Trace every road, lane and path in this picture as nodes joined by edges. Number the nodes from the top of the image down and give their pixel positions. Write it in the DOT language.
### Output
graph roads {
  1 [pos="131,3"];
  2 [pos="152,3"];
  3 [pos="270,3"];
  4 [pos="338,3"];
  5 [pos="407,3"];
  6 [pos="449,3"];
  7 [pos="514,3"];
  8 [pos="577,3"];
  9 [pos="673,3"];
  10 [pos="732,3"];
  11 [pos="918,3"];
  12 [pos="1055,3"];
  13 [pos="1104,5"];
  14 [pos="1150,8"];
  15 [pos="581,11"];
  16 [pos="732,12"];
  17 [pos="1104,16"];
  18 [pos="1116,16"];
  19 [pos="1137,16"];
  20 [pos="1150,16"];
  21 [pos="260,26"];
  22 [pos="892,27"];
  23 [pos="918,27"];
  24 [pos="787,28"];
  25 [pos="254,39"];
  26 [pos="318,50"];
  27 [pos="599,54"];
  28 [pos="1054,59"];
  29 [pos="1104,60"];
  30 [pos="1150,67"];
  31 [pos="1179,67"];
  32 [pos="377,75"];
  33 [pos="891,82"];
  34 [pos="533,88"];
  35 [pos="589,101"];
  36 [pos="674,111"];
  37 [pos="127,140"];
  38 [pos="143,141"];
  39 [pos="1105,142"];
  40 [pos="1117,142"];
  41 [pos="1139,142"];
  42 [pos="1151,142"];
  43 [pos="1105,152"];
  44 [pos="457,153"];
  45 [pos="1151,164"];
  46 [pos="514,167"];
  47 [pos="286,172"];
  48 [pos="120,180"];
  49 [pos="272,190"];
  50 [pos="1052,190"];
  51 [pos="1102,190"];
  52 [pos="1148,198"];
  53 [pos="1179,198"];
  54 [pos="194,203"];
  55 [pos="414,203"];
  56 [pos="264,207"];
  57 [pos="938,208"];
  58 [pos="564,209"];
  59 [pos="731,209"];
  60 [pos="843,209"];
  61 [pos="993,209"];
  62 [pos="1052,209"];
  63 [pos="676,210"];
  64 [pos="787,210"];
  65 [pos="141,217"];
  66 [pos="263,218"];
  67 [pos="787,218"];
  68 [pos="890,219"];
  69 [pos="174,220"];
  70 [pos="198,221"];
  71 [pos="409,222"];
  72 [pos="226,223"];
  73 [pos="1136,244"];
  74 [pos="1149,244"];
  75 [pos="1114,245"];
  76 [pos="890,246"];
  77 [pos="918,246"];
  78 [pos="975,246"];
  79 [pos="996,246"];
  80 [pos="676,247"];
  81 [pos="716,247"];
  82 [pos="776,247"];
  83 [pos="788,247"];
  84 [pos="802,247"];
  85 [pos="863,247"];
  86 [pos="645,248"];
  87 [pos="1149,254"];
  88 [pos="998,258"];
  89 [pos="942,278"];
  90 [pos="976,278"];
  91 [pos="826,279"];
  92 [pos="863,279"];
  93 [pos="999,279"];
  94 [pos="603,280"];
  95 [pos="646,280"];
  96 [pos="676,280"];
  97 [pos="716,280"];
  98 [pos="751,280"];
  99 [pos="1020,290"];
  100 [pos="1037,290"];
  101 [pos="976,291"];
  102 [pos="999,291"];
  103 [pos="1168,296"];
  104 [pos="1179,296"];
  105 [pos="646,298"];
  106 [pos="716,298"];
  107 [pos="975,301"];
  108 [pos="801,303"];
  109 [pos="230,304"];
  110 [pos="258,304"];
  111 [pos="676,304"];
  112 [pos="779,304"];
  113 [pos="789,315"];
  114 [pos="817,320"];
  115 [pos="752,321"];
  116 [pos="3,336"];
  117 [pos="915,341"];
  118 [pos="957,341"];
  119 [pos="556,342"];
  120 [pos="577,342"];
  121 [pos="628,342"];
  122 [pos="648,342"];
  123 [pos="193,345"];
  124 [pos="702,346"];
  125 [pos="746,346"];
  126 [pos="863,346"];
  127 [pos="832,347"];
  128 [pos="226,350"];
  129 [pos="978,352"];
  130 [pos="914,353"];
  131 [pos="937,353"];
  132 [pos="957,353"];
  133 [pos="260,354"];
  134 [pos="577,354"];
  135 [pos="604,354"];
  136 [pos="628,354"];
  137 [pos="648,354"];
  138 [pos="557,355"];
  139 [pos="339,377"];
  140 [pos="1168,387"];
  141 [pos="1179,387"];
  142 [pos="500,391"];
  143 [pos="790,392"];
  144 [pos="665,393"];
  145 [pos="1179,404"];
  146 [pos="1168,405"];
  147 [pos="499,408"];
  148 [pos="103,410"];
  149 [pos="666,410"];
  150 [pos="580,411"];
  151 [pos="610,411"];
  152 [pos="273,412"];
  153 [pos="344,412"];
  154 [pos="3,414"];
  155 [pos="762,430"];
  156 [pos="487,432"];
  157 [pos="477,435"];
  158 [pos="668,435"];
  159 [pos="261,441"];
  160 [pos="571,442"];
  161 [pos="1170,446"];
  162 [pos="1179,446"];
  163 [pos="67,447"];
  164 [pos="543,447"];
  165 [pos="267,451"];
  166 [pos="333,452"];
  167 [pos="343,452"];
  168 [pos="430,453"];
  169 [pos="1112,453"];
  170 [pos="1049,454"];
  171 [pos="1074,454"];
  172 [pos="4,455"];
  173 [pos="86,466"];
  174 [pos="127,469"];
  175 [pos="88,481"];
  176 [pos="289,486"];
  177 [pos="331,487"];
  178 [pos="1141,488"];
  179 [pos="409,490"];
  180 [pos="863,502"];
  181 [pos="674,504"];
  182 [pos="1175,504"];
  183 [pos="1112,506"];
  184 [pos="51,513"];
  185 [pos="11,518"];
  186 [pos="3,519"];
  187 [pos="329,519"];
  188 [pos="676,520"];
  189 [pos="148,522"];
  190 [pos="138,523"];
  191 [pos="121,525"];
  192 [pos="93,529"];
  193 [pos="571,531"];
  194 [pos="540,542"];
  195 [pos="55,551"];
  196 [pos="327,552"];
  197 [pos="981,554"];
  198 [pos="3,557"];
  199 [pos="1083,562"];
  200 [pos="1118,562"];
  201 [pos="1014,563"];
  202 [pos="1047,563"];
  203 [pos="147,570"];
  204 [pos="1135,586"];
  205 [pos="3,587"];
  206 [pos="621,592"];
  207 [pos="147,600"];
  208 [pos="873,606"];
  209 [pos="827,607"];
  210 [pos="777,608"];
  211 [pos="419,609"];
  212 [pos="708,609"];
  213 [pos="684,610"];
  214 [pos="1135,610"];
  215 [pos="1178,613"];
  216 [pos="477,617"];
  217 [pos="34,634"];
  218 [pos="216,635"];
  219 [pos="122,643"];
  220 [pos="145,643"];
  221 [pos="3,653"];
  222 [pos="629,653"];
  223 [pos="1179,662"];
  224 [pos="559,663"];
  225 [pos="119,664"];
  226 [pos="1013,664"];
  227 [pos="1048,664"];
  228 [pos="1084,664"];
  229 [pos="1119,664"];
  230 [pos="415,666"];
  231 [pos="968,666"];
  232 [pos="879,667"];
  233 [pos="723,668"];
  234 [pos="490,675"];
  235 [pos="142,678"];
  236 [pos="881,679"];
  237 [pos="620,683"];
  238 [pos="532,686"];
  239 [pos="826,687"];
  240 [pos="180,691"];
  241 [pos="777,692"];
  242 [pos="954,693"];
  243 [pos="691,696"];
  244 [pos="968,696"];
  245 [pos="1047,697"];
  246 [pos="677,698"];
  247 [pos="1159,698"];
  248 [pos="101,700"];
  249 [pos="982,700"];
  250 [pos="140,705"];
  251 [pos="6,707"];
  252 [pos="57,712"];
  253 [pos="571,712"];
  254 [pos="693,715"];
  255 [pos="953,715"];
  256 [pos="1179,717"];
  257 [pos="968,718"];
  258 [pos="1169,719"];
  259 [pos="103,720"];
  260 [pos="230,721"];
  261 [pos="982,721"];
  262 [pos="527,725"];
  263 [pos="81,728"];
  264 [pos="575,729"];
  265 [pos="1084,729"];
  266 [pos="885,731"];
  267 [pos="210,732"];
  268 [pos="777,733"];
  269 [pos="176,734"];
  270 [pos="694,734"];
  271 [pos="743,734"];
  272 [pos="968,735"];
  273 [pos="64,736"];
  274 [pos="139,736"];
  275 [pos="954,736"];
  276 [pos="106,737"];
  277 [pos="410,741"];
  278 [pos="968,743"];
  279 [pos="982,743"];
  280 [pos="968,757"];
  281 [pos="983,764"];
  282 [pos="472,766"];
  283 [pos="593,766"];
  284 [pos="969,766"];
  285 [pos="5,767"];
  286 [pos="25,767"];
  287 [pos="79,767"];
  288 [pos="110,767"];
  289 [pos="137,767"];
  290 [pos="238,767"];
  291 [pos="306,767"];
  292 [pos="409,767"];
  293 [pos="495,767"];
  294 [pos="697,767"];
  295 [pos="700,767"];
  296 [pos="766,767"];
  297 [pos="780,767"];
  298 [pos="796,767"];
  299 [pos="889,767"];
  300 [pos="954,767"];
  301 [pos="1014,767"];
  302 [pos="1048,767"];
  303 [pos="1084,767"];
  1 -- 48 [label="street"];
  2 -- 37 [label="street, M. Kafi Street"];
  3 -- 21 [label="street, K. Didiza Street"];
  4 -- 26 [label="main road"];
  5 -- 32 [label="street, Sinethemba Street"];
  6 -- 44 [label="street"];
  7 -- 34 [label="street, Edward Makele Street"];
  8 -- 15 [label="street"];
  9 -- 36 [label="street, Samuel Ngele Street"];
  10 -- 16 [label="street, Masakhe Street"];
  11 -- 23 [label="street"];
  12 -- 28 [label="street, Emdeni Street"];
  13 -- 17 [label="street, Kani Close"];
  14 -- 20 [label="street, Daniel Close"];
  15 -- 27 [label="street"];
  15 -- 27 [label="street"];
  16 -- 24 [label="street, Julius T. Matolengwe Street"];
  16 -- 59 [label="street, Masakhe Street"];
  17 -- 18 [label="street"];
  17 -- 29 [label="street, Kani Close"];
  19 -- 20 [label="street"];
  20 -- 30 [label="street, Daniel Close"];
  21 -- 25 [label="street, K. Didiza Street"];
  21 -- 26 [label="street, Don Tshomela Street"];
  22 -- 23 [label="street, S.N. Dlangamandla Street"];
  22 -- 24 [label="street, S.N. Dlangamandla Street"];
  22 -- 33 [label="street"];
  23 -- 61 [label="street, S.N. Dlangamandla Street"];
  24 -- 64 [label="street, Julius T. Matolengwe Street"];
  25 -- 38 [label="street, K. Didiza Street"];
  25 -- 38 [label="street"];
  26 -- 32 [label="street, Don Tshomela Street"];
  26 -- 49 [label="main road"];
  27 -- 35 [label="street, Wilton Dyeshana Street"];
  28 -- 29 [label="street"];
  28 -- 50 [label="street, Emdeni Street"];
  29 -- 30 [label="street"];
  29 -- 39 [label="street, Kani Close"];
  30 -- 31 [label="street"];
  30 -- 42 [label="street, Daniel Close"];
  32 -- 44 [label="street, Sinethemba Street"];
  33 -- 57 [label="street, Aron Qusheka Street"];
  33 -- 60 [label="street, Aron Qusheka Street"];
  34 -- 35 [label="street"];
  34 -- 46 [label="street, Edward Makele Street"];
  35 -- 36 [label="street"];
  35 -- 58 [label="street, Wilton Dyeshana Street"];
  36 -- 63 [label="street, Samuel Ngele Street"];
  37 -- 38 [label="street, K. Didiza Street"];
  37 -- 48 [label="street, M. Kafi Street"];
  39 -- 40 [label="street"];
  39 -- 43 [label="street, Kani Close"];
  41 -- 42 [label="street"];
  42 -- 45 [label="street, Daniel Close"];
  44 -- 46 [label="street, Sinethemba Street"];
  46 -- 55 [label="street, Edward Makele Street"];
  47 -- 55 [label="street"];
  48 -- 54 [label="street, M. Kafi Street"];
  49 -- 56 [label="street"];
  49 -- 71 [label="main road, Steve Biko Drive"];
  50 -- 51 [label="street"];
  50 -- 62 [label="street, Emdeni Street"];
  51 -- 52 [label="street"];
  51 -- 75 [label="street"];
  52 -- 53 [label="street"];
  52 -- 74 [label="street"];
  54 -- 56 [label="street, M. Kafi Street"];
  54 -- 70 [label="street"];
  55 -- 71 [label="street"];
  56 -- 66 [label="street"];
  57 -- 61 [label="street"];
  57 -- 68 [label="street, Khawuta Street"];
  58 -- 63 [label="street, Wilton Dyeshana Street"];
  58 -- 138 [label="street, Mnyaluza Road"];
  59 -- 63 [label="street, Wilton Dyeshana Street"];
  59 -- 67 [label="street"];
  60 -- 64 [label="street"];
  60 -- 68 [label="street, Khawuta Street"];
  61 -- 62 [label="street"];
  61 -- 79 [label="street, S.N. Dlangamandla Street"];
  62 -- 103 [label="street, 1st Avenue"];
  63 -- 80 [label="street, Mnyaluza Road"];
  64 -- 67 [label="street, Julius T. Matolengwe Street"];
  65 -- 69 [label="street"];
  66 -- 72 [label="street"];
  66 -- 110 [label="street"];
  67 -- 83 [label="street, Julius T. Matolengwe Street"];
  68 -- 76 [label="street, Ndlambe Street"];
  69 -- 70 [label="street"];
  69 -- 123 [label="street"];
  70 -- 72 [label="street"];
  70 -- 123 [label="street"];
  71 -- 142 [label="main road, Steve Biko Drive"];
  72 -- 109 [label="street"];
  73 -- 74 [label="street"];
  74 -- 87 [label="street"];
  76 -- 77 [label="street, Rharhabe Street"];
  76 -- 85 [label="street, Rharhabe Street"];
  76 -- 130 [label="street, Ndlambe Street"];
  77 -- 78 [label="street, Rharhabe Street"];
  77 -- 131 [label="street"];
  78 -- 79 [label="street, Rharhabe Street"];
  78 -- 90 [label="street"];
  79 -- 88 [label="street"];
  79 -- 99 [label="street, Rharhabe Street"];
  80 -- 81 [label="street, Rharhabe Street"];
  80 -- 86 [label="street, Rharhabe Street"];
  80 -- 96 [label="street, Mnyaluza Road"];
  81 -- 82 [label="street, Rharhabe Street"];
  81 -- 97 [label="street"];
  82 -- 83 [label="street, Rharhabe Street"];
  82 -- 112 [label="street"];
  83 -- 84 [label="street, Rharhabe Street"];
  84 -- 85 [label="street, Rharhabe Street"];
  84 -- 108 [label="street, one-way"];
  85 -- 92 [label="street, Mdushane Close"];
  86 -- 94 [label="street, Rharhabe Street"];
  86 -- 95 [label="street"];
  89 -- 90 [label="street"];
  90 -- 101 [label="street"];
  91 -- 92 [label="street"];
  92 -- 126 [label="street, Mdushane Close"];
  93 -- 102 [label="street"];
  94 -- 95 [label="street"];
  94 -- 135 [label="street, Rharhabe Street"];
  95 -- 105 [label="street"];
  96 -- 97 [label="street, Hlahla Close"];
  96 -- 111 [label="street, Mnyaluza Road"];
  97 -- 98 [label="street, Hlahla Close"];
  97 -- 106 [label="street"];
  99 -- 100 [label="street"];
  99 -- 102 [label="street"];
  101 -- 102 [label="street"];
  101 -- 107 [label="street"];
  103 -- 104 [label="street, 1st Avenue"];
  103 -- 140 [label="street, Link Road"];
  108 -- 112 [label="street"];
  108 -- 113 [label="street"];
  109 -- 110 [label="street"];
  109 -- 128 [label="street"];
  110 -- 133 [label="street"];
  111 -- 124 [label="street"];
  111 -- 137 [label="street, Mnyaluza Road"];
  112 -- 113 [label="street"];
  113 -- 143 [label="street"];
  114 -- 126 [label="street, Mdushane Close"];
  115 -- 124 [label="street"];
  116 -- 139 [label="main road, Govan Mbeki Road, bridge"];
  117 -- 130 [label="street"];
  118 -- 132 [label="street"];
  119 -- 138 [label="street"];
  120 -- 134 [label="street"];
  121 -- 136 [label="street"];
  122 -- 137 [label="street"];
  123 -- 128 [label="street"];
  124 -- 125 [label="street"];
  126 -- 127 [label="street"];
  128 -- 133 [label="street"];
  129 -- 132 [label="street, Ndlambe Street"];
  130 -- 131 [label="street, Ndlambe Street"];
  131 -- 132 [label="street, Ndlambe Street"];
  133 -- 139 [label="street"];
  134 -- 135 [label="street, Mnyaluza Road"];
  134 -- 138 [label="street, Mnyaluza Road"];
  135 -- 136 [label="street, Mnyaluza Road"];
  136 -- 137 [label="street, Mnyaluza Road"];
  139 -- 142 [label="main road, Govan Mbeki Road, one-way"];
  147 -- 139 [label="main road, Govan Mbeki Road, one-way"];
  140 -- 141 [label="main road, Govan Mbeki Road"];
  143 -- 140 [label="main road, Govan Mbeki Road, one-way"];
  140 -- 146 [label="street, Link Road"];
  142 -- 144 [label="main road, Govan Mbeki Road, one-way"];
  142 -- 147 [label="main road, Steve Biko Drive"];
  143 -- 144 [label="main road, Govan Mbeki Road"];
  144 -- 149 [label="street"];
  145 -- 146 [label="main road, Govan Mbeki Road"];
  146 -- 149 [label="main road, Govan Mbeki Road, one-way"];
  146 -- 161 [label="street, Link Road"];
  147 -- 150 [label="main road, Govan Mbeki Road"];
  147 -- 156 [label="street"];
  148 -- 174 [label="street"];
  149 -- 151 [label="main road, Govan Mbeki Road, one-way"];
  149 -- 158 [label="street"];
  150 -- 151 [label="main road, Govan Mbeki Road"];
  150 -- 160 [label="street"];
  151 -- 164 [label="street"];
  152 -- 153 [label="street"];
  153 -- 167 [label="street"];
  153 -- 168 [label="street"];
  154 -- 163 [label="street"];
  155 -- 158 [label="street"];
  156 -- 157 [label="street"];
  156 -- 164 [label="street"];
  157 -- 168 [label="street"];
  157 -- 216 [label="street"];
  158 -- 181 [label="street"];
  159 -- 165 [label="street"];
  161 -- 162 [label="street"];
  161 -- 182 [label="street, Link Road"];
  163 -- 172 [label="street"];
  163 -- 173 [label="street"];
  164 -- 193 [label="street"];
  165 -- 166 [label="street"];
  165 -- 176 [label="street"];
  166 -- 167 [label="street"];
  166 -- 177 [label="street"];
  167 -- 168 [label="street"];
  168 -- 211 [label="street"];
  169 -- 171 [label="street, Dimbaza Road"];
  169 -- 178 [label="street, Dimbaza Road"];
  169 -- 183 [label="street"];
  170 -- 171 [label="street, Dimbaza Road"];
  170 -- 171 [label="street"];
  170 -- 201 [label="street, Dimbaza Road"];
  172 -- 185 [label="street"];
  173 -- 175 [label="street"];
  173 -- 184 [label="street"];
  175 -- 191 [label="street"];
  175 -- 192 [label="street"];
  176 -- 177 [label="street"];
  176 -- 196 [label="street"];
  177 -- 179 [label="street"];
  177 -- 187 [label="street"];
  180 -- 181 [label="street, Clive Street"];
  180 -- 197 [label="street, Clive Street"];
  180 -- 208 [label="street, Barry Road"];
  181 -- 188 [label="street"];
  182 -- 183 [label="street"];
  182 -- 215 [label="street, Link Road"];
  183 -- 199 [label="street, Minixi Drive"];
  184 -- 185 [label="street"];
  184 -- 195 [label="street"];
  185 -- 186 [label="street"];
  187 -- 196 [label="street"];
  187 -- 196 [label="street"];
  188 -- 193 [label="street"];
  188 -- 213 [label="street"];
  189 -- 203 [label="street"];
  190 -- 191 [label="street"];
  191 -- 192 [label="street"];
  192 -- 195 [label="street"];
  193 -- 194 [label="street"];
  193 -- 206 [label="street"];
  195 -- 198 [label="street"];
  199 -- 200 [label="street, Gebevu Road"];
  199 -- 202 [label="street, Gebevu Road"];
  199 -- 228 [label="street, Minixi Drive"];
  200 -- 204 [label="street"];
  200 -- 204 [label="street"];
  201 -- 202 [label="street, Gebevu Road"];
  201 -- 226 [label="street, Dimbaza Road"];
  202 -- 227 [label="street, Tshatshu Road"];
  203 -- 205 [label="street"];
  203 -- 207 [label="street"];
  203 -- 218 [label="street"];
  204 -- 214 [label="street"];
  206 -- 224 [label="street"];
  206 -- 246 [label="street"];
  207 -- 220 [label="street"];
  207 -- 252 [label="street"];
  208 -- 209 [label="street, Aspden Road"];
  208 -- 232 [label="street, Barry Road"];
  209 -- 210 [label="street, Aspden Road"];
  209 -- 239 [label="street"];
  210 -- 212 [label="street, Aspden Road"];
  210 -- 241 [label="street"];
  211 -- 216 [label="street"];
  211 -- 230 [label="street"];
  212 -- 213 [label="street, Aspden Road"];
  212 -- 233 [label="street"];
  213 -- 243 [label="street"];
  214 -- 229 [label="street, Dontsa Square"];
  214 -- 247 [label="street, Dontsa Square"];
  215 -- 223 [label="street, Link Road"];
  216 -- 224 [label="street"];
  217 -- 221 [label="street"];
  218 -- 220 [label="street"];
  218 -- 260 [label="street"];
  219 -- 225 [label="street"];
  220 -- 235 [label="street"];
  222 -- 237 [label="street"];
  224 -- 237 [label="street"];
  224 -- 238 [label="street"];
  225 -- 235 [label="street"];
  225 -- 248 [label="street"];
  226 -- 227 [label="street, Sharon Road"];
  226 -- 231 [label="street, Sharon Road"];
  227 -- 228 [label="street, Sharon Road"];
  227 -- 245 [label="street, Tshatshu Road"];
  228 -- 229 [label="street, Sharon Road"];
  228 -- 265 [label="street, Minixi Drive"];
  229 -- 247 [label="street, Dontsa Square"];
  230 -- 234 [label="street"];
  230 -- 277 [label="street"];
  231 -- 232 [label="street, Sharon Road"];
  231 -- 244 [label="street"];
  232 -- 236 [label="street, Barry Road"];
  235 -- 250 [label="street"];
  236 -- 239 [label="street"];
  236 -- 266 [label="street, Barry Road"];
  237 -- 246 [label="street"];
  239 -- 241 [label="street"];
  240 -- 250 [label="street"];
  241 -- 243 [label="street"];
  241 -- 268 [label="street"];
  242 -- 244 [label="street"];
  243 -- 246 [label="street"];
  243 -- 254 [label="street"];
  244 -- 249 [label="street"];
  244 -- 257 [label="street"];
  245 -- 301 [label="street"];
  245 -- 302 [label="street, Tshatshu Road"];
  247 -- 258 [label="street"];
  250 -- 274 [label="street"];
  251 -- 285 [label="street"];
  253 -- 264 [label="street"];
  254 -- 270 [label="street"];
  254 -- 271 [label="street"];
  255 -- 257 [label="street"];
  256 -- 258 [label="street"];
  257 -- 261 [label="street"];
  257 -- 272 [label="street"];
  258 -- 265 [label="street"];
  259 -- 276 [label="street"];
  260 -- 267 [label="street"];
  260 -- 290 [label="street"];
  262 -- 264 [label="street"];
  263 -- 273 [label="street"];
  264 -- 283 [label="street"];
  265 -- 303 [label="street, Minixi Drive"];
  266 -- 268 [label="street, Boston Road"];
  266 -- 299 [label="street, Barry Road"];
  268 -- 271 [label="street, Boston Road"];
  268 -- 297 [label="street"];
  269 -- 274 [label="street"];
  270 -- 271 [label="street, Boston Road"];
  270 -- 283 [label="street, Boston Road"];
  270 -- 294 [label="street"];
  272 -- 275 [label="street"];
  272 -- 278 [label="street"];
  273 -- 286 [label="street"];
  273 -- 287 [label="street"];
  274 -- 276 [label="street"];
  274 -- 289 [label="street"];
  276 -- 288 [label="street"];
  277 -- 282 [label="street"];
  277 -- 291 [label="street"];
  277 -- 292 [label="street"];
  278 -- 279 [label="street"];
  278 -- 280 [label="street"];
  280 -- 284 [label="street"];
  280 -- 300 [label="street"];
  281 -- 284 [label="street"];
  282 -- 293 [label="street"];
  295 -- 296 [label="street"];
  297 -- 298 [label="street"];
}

————————

WHAT YOU ARE ASKED TO DO>
Only lines that contain "Sinethemba" are needed, so copy each of them from the data.

EXERCISE RESULT>
  5 -- 32 [label="street, Sinethemba Street"];
  32 -- 44 [label="street, Sinethemba Street"];
  44 -- 46 [label="street, Sinethemba Street"];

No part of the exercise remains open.